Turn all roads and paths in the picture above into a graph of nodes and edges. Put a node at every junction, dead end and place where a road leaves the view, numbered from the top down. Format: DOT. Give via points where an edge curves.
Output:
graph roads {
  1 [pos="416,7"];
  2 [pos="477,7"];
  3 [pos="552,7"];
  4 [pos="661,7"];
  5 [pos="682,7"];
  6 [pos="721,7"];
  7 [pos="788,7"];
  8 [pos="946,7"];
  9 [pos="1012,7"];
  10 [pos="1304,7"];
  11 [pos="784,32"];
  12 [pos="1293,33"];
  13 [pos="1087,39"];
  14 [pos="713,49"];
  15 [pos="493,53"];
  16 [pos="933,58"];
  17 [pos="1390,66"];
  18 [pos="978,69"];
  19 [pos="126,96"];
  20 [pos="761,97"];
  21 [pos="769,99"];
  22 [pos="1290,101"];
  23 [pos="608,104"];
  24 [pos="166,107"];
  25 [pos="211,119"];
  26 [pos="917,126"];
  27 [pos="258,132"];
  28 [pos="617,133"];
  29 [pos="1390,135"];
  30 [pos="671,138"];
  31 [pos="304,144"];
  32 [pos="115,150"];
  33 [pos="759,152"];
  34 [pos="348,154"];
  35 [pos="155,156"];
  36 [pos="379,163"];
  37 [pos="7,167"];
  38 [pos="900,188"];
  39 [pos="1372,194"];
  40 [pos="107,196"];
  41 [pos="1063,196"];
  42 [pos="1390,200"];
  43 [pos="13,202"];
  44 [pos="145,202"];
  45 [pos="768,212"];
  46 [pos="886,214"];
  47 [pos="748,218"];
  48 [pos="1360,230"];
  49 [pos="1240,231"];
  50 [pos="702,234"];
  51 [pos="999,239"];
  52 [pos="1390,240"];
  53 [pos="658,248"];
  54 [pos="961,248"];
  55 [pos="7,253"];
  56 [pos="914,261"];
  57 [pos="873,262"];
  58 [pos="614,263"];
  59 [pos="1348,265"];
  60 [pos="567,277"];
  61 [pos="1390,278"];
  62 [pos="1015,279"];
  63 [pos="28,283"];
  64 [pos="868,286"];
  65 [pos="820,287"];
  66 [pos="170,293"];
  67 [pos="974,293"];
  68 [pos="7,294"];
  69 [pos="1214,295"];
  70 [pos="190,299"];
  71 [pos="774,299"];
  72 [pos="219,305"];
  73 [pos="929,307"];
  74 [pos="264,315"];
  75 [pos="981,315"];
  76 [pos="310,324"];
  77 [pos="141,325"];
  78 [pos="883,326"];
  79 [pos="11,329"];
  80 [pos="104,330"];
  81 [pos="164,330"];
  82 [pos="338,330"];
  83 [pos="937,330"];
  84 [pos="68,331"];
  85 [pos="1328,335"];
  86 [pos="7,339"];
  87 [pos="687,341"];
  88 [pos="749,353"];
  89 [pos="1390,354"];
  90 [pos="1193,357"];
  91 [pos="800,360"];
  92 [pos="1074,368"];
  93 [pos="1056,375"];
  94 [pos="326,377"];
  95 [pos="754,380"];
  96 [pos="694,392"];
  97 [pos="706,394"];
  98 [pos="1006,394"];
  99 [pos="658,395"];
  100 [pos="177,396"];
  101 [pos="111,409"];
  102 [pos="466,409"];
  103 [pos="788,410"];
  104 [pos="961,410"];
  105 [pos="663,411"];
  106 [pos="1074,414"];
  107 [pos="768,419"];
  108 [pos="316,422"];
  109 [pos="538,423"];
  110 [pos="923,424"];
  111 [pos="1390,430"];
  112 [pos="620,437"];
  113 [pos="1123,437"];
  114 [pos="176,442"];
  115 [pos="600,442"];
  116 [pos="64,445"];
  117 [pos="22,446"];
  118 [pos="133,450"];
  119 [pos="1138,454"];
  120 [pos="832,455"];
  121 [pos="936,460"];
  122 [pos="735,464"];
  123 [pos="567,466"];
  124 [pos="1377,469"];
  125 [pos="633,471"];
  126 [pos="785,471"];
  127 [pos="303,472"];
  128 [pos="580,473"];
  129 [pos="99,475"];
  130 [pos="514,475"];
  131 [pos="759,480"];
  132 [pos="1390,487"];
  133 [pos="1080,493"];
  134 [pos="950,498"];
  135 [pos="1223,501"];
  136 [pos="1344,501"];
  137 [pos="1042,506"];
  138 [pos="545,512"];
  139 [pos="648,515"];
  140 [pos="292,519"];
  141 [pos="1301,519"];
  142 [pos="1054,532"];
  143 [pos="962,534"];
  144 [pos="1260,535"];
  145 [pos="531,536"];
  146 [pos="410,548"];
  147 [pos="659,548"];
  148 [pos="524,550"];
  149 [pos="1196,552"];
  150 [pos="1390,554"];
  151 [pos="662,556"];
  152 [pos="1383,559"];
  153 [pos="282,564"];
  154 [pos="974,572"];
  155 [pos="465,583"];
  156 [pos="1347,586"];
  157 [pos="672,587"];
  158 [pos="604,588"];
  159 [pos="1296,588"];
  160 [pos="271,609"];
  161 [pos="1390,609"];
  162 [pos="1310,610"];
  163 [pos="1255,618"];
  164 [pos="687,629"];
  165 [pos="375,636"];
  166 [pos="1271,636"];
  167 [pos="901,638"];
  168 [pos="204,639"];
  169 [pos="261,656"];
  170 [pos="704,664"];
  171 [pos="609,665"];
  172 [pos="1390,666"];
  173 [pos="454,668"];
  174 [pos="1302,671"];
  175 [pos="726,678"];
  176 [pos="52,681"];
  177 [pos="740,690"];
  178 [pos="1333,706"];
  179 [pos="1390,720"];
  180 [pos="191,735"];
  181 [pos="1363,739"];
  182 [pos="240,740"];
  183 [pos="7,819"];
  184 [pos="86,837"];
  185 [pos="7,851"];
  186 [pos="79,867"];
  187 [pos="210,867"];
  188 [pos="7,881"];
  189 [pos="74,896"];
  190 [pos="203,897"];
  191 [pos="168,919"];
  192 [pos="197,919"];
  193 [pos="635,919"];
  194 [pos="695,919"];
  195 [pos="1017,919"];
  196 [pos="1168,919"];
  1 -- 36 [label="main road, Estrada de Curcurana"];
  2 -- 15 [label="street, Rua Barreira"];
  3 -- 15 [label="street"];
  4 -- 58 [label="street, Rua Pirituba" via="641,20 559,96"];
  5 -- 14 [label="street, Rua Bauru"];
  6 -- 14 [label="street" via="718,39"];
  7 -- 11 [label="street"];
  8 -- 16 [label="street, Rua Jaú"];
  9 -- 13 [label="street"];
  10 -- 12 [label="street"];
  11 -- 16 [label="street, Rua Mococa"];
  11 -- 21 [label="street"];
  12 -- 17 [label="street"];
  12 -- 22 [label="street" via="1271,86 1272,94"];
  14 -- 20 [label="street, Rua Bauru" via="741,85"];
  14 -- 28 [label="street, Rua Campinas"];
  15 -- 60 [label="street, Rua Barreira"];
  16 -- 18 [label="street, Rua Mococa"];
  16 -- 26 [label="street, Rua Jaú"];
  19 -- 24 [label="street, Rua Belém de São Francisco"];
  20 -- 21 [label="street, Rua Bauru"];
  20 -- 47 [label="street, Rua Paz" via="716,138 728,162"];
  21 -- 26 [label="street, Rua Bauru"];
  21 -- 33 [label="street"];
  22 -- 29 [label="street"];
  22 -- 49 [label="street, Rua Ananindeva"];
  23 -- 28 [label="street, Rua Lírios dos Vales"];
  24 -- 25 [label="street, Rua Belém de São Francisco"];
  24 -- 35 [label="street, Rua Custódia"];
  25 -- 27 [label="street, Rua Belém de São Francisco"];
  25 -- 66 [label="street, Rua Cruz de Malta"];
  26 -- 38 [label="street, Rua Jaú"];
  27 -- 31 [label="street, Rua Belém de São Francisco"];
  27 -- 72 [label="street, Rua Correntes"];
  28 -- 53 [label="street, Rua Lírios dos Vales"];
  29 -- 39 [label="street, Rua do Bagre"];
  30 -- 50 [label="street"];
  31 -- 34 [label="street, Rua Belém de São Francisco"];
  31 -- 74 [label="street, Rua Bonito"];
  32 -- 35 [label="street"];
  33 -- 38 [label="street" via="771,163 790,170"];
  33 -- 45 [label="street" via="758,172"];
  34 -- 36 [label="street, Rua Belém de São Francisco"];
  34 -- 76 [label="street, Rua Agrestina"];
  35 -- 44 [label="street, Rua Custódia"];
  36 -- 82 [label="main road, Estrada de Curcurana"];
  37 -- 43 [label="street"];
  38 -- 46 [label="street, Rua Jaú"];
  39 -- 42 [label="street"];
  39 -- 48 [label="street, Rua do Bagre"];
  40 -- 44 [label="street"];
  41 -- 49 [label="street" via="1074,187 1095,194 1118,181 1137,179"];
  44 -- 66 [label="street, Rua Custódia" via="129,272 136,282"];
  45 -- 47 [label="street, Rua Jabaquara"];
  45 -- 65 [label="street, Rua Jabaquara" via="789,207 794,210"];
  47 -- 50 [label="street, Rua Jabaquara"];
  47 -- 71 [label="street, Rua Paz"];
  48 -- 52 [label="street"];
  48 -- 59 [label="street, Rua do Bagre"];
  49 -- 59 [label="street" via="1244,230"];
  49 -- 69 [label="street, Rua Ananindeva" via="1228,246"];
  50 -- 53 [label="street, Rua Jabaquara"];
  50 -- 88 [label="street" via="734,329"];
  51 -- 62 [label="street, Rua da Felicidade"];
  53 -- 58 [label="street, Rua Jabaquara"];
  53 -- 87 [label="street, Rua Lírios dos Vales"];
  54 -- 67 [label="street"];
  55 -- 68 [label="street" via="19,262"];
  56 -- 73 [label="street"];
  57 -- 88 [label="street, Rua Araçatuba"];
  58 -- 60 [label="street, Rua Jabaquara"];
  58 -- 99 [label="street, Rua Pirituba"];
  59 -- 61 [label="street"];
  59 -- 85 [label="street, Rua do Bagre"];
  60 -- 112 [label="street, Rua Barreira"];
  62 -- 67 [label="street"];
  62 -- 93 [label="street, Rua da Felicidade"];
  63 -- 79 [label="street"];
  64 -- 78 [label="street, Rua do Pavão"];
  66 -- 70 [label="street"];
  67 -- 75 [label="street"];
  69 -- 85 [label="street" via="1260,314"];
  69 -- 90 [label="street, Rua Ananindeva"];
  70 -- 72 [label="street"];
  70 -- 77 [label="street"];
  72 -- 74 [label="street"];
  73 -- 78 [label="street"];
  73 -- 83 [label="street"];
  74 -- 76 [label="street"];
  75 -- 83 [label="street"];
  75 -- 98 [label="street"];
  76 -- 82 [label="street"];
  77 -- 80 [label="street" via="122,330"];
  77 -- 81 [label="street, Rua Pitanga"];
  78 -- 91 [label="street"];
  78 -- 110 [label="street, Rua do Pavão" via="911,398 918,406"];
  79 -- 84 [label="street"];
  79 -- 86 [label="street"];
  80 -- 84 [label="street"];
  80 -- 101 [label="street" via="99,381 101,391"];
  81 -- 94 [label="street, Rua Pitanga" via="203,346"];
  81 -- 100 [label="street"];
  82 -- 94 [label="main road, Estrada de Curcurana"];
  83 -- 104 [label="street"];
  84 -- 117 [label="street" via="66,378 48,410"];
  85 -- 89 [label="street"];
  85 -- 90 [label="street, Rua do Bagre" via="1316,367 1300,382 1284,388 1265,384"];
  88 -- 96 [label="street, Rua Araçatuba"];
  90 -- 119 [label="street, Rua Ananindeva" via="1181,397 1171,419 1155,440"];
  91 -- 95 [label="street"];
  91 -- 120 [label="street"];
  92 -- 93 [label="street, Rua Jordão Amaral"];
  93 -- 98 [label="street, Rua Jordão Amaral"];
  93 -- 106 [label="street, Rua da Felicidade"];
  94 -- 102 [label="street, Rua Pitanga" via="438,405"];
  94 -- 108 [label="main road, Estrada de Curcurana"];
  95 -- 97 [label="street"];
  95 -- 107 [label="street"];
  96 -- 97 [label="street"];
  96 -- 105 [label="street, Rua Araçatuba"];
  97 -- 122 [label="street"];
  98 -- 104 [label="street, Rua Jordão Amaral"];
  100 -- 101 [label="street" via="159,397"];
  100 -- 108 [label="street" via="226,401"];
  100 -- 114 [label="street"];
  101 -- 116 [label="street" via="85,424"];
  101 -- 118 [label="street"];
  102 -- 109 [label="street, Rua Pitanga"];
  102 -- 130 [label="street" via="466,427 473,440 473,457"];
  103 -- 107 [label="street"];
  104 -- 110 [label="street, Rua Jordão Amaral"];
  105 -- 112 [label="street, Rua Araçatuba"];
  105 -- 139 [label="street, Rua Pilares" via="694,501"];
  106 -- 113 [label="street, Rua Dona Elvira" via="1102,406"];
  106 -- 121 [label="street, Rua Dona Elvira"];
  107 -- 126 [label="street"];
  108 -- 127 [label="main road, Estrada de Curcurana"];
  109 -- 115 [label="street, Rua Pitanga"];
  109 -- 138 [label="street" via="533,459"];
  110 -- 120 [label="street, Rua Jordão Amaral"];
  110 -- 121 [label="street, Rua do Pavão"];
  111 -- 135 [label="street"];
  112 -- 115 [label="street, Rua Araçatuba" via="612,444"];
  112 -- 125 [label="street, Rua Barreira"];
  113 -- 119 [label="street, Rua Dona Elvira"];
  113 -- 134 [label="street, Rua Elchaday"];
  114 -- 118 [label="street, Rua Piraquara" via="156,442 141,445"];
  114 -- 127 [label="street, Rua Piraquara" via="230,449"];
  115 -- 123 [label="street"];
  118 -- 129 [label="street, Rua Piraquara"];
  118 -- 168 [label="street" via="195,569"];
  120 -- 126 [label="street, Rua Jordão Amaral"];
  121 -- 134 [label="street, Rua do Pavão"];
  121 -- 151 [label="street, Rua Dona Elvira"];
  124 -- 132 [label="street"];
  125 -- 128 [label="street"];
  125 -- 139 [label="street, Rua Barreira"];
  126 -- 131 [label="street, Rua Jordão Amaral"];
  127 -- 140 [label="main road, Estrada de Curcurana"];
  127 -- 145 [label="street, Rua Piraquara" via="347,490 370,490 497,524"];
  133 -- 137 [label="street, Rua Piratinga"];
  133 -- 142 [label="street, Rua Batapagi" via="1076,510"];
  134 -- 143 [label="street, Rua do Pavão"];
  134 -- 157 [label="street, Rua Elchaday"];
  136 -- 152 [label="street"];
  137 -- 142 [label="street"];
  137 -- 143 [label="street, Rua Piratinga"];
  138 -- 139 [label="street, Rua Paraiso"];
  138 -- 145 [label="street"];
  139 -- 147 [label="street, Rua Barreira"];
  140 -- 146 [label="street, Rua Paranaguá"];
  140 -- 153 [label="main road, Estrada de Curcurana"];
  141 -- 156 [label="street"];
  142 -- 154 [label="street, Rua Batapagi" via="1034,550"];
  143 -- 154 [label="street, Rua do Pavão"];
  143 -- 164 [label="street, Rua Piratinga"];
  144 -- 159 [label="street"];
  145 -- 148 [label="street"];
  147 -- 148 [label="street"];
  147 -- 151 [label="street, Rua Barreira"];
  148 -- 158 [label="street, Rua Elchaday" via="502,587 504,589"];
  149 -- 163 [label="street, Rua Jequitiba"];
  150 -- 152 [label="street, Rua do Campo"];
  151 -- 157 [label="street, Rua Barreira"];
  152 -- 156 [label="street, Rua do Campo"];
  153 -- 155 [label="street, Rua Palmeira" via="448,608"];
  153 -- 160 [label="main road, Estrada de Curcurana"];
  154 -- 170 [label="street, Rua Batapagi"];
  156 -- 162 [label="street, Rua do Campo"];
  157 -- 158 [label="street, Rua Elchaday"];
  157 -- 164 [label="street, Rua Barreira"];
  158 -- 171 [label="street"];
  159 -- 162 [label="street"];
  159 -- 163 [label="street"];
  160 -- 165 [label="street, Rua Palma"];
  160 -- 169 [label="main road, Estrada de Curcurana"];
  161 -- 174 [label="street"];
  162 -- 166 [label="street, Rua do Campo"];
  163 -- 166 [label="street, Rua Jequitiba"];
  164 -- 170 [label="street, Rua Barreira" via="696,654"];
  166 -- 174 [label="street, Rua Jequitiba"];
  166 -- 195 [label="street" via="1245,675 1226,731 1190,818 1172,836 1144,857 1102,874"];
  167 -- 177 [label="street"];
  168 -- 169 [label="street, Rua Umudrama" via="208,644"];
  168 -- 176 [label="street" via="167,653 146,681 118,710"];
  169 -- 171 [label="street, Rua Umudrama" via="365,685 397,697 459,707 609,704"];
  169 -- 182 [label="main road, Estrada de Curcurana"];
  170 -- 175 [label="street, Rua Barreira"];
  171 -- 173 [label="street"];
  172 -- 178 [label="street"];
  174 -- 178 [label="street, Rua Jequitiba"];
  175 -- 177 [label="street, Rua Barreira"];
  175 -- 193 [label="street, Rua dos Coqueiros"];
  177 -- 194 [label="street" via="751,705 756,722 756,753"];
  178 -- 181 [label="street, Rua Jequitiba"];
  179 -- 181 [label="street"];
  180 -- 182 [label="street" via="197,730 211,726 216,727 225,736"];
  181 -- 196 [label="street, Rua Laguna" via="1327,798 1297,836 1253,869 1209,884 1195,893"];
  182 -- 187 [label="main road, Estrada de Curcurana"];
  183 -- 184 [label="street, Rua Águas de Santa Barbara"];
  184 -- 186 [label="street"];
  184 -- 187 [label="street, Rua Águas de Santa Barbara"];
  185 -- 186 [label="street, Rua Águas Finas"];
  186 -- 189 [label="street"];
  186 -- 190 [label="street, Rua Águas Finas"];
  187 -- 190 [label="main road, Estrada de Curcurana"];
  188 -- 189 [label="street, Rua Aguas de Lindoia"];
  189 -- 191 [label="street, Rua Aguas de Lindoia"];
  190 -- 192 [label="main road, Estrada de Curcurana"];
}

▸ ABOUT THIS TASK
Each line above that has the word "Barbara" should be copied.

▸ SOLUTION FOR THIS TASK
  183 -- 184 [label="street, Rua Águas de Santa Barbara"];
  184 -- 187 [label="street, Rua Águas de Santa Barbara"];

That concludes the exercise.